**Work item**
In the listing below, find every line with the string "highway" and pull it out.

**Information provided**

=====

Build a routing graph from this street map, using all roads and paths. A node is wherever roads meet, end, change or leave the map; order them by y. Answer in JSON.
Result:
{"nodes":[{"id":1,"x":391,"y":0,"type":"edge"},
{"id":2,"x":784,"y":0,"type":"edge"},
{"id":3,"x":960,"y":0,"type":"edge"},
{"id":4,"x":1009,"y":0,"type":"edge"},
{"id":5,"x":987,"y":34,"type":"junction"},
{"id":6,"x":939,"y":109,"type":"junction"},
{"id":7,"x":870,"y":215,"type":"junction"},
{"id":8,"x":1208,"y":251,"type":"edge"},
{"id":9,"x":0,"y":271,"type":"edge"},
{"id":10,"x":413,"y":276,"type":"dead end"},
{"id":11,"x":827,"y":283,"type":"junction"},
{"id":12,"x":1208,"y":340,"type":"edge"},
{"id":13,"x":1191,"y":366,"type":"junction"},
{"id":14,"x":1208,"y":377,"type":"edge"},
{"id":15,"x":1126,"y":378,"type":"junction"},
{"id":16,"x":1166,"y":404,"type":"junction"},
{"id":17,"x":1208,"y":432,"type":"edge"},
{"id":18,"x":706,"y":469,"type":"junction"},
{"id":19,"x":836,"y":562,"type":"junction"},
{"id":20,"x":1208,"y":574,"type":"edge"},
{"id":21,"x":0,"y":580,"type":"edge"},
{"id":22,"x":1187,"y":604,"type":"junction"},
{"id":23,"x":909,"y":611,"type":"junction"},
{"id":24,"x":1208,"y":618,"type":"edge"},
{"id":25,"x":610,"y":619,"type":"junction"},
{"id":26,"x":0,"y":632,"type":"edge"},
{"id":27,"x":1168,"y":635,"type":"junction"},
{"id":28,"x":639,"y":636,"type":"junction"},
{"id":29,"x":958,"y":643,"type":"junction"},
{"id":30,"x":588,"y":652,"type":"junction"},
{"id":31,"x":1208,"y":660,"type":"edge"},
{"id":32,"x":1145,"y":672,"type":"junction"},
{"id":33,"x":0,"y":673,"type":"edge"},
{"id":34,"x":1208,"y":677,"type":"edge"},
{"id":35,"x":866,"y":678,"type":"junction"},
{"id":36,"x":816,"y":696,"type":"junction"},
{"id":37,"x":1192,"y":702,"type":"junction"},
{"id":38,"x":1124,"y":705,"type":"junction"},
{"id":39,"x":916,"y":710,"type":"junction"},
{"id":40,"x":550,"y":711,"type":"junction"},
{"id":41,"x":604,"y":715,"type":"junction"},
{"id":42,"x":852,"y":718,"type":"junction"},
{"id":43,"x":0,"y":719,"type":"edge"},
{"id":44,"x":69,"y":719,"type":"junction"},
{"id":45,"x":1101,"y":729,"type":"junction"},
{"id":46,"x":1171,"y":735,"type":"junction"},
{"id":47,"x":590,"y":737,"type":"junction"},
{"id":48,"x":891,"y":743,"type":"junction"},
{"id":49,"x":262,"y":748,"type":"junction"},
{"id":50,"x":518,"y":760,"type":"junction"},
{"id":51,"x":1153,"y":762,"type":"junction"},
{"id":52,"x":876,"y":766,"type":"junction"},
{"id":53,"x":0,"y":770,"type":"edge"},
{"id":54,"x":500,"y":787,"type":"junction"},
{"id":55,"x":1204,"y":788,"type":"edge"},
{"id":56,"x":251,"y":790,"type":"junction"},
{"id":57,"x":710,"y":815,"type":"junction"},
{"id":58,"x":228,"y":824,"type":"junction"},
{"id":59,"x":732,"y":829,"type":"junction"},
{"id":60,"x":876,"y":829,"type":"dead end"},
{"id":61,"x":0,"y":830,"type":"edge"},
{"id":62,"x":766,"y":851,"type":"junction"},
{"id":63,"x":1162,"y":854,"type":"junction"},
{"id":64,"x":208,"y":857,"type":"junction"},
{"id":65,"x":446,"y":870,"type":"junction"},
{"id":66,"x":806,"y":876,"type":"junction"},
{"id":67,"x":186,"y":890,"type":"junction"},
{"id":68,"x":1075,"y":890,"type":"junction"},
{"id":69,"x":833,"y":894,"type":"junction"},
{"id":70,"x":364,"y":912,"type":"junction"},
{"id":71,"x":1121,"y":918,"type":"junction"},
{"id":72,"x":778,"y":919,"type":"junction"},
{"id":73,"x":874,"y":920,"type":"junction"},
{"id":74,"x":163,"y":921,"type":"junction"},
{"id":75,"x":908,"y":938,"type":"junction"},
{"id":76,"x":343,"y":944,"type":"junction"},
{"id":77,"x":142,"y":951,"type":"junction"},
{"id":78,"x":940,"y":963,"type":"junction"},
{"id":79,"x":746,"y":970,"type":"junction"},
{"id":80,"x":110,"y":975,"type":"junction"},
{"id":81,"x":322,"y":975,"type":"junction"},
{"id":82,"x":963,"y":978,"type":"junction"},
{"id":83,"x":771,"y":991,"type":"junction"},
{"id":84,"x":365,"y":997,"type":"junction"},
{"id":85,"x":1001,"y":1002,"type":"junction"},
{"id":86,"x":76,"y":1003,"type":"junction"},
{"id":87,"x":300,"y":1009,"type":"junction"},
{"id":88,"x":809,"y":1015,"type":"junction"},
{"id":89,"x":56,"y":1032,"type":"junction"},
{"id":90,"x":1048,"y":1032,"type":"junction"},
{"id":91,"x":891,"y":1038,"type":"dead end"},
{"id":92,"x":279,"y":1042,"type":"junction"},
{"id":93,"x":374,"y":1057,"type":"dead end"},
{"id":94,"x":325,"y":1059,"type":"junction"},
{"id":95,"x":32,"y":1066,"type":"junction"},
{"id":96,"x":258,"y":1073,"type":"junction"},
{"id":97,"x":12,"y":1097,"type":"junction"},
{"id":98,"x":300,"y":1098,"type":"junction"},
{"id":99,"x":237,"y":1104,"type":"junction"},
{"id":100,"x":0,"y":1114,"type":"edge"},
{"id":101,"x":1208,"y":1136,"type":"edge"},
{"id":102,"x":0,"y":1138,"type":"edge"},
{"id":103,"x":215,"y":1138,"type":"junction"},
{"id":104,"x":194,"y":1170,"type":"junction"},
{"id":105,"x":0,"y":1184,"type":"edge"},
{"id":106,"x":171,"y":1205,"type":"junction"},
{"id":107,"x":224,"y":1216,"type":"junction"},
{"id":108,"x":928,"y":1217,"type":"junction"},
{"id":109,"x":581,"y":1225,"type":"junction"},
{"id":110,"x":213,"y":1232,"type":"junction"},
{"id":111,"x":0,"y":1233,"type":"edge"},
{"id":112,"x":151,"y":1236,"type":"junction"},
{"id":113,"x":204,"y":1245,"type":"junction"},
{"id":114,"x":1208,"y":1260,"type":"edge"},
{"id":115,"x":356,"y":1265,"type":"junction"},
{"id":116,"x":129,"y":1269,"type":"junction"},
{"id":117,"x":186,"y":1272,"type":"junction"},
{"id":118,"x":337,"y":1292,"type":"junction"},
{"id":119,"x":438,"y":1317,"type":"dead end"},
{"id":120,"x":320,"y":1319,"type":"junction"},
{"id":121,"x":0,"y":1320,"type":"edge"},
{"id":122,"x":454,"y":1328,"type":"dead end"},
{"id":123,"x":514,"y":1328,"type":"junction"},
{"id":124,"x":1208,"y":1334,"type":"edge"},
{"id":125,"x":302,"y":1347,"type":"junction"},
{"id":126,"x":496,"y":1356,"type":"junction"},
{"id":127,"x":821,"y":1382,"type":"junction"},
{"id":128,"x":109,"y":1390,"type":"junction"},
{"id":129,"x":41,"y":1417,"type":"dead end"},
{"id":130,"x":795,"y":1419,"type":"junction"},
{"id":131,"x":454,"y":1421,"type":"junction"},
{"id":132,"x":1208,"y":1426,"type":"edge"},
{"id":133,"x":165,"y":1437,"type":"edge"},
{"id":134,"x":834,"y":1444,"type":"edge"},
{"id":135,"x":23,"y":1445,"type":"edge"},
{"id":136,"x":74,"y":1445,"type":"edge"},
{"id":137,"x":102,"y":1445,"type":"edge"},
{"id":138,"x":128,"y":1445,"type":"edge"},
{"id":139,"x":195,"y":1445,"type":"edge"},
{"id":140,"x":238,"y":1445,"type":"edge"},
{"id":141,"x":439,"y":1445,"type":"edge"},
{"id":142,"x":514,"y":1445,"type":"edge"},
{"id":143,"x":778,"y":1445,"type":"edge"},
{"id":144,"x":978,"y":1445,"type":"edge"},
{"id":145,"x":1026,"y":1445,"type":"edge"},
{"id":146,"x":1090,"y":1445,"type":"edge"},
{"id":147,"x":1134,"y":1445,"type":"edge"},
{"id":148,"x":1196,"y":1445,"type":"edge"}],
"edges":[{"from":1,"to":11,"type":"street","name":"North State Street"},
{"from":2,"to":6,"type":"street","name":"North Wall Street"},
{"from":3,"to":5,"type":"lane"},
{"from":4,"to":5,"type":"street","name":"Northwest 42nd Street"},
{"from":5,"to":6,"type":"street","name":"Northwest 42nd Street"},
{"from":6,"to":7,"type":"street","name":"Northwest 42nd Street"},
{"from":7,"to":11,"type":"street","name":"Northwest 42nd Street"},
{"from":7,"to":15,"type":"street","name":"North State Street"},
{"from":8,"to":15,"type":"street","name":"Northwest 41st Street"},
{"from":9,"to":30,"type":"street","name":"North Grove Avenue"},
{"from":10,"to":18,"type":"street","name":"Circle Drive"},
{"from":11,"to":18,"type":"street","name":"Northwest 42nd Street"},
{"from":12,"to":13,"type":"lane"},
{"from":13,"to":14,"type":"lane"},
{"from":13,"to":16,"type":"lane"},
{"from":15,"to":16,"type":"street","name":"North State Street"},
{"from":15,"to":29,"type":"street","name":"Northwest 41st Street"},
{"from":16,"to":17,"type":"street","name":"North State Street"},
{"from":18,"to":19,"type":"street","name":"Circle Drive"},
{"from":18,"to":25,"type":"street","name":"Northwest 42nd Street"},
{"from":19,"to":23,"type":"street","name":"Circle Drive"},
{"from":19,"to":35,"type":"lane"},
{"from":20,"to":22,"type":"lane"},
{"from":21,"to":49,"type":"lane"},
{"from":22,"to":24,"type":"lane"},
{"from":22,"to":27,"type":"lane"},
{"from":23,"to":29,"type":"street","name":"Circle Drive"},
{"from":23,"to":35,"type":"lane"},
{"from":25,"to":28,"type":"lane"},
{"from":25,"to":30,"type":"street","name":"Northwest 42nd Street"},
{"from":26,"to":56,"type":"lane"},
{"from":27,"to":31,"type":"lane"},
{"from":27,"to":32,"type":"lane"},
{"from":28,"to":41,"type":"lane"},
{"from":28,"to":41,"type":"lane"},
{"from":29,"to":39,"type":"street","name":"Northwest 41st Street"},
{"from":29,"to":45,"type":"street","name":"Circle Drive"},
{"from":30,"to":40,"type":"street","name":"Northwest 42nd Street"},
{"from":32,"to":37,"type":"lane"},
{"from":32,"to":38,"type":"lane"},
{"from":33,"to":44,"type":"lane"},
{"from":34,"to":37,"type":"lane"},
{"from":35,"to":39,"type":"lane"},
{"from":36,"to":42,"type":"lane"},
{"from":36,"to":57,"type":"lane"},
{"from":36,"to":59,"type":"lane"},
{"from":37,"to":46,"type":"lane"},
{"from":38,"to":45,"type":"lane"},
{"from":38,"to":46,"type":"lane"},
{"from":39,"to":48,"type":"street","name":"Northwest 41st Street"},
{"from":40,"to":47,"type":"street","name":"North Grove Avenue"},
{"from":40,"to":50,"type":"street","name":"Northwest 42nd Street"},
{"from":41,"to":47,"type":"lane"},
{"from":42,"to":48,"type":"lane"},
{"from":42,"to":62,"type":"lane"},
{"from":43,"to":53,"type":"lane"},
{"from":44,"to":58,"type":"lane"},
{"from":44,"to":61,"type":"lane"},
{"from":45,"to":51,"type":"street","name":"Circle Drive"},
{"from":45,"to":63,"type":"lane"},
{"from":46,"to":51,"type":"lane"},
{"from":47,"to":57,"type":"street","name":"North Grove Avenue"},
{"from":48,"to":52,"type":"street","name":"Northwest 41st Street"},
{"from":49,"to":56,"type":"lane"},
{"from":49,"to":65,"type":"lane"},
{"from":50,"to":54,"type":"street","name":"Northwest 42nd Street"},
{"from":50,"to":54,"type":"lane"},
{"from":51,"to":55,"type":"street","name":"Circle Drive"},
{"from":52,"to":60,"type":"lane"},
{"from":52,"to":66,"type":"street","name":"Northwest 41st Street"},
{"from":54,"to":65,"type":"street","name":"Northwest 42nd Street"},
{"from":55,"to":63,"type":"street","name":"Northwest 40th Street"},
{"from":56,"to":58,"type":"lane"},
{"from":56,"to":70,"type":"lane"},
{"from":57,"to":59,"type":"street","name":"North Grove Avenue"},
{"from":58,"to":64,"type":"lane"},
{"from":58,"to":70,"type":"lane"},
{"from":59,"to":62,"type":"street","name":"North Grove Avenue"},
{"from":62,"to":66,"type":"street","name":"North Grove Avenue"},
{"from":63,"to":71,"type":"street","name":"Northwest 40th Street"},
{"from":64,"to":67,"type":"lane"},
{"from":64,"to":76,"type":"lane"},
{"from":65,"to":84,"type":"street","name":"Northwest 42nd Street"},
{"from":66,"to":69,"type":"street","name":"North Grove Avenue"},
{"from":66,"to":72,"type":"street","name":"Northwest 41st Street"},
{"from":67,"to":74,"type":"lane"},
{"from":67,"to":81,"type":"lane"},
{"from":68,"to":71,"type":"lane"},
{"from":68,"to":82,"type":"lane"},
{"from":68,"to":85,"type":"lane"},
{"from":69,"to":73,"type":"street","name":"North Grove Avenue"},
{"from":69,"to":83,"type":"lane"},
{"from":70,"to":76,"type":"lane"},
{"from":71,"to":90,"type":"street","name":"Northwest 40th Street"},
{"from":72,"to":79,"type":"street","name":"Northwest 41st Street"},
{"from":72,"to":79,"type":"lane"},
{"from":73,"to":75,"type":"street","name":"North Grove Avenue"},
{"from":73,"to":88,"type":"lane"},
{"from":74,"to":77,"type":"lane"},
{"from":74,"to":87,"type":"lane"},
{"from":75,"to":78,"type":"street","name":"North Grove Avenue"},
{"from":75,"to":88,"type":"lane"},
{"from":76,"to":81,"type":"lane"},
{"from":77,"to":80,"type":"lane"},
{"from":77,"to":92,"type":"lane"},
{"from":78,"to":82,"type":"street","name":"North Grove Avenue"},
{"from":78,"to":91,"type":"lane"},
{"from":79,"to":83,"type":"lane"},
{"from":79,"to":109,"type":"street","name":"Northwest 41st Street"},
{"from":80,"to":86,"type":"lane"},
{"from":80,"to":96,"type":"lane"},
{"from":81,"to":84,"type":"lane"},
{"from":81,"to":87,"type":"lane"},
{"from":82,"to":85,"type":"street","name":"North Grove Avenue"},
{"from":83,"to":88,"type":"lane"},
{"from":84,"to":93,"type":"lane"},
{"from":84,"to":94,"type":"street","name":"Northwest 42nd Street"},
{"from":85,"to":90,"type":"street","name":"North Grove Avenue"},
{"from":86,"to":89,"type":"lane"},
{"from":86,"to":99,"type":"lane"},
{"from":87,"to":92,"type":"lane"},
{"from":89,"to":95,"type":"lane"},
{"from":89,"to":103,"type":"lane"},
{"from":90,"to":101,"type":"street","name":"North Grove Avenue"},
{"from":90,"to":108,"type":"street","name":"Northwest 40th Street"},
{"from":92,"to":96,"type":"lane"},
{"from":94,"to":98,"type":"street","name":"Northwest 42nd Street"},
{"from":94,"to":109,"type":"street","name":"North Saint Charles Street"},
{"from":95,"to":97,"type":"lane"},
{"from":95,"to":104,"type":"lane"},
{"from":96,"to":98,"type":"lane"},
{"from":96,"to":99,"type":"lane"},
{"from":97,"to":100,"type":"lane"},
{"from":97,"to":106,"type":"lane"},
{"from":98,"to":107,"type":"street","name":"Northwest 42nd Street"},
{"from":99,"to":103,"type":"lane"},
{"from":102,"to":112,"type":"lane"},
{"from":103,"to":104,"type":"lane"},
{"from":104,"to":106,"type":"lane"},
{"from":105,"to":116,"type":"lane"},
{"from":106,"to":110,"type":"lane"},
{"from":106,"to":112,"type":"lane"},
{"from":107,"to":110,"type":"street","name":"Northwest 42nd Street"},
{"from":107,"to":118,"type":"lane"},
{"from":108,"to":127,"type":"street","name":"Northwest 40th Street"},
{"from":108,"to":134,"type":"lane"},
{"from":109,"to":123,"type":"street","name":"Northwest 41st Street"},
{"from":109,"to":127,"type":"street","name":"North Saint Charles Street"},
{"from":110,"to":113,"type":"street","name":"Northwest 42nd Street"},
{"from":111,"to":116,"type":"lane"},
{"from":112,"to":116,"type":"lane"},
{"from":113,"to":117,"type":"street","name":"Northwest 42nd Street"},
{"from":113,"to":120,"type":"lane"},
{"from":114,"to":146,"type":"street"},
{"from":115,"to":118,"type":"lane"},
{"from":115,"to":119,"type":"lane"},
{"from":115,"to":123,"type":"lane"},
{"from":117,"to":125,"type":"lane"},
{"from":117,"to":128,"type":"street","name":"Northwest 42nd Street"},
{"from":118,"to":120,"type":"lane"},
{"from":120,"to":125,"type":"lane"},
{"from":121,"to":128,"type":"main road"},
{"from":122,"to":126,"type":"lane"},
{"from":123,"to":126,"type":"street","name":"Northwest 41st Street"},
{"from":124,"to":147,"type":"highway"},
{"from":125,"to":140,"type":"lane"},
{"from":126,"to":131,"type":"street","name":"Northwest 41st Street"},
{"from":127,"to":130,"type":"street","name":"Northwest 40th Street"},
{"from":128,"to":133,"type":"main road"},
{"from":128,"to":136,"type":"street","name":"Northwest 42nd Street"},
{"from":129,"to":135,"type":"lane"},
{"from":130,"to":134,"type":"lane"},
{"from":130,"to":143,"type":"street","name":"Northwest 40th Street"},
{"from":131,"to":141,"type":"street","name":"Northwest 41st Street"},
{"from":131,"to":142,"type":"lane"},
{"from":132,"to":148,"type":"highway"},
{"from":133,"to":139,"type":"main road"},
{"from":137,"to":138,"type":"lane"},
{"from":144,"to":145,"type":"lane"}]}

=====

**Solution for this problem**
{"from":124,"to":147,"type":"highway"},
{"from":132,"to":148,"type":"highway"},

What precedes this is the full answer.